What if I Get Stopped With Cannabis and Forgot My Card?

The laws around medical cannabis use can be confusing, but it’s important you know your rights as a card holder. There are ways for a registered medical marijuana patient to get arrested for possessing cannabis bought from a licensed dispensary in a state where medical marijuana is legal.

Usually, a medical marijuana cardholder falls foul of the marijuana police by exceeding possession limits or consuming cannabis in some manner or place prohibited by law, such as shared with friends in a moving vehicle.

These violations of the medical cannabis terms of use have one thing in common: The medical cannabis cardholder succumbs to a temptation, acts with intent and becomes a rogue medical marijuana user.

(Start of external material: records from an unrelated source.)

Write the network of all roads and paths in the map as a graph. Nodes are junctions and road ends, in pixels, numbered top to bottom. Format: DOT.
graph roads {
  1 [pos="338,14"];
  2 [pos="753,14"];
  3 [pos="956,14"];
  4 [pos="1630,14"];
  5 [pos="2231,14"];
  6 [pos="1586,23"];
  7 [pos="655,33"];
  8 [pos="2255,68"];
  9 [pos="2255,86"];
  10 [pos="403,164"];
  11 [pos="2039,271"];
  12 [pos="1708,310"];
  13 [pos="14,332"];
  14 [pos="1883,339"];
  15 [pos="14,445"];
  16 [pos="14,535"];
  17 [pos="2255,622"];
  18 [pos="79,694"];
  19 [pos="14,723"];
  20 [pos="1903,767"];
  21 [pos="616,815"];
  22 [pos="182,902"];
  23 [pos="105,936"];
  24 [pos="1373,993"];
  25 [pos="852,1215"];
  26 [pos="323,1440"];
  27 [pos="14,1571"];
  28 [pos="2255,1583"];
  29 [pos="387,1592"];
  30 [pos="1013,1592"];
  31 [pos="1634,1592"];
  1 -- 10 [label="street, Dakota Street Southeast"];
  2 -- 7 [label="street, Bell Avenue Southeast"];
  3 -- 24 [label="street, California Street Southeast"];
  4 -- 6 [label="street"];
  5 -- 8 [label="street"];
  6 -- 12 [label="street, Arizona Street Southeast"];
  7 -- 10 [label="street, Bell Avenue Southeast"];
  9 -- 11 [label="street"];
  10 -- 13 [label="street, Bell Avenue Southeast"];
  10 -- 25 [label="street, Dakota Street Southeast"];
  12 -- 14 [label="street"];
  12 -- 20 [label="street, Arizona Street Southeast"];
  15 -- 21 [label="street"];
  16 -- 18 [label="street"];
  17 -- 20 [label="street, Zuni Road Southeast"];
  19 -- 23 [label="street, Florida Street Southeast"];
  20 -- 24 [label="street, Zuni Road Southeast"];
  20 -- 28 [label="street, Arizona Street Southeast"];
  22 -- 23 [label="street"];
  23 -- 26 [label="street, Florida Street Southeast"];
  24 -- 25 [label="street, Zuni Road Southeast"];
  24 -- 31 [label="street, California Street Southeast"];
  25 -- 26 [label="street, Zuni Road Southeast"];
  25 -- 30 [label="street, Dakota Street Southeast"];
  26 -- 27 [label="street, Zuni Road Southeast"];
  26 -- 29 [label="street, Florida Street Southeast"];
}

The user should have known better, probably did know better, and deliberately broke the law disregarding consequences.

Can I Get Arrested and Charged if I Don’t Have My Medical Card or Certificate?

Yes, you can be arrested if you are found in possession of marijuana without your card, in states where recreational cannabis use is not legal. Even if you are carrying legitimate, medical products, beneath the state possession limit, without your card (or certificate), you cannot prove that you can legally carry marijuana.

Explaining the absence of a medical marijuana card while carrying medical cannabis products to a busy cop can be an awkward encounter at best and potentially worse. This is why states which don’t have a card system can be difficult to navigate and if your state does offer cards, we recommend you keep it with you at all times.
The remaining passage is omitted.